On the last night of April, Brent Sanders was at home in Ballard, putting his daughter to bed. Then, he heard an explosion outside that shook the windows of his 100-year-old home.

"I could see a huge burst of light. I thought my neighbor had a natural-gas explosion," Sanders says. He went outside to investigate and found that the fireball originated across the street, at the playground of an alternative school on 65th Street. Sanders and another neighbor went to see what was going on.

"I walked up and saw people rehearsing," he says. He'd stumbled upon a dress rehearsal for Cirque de Flambé, Seattle's one-ring circus of acrobats, clowns, and pyrotechnicians. The explosion, it turned out, was one of its performance stunts.

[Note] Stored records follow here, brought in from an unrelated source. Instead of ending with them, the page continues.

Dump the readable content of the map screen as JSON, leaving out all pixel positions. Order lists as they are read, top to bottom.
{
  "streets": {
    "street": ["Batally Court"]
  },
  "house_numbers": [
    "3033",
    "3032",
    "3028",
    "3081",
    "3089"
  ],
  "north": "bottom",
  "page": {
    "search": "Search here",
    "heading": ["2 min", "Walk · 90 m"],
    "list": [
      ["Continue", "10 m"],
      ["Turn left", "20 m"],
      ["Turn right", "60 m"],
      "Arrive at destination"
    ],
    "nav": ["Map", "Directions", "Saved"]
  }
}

The troupe was practicing its new show, Clown Chaos, scheduled to open three days later at the playground.

Though the show was supposed to run for three weekends, the playground's neighbors launched a phone campaign after the first show on May 4, telling the school that Cirque was too loud, ran too late, and was too controversial--clowns argue and spar throughout the performance, often using fire as a weapon. "I told him that while we are in favor of supporting the arts as much as we can, the concerns that have come in from our neighbors are very pressing," says school principal Jeff Clark. " The vast majority of the people who called were concerned about those issues [of noise and content]." School officials asked Cirque to cancel the show.

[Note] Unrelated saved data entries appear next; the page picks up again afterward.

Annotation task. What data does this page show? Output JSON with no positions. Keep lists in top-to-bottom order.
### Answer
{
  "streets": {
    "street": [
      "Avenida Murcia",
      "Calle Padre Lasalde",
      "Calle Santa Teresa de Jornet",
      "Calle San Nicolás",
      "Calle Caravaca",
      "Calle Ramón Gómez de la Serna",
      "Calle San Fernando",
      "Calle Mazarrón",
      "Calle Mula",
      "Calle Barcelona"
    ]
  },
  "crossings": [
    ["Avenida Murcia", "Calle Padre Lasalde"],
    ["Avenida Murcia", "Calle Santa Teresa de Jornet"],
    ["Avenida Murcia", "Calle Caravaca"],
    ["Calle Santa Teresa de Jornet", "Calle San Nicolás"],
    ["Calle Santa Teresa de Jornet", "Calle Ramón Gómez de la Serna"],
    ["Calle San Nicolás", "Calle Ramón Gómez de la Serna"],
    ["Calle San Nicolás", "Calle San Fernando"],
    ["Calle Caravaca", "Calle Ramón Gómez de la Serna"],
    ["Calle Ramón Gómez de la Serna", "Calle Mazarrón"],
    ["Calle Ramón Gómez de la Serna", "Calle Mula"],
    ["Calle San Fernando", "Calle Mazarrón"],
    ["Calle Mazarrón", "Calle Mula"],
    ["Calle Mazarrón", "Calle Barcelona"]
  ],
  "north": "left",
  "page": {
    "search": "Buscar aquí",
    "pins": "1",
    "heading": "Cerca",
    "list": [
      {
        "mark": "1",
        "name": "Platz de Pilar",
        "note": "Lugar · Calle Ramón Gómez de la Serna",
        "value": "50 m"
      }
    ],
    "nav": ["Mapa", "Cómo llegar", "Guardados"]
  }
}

Cirque's lively artistic director, Maque da Vis' (he uses a "French" spelling of his name while performing), didn't think there would be a problem when he secured the playground through the school district. Cirque performed at the same playground last August, and didn't run into problems. Da Vis' says he notified the neighborhood a week before this year's event, and offered free tickets to every household. "The subtext of this show is the foolishness of feuds that get out of hand and cause war," he says

Well, trouble started heating up for Cirque at its Tuesday-night dress rehearsal. While clowns were chasing each other with fire, and flame petards tossed fireballs 25 feet into the air, Sanders and his neighbor showed up at the playground, annoyed with the noise and chaos.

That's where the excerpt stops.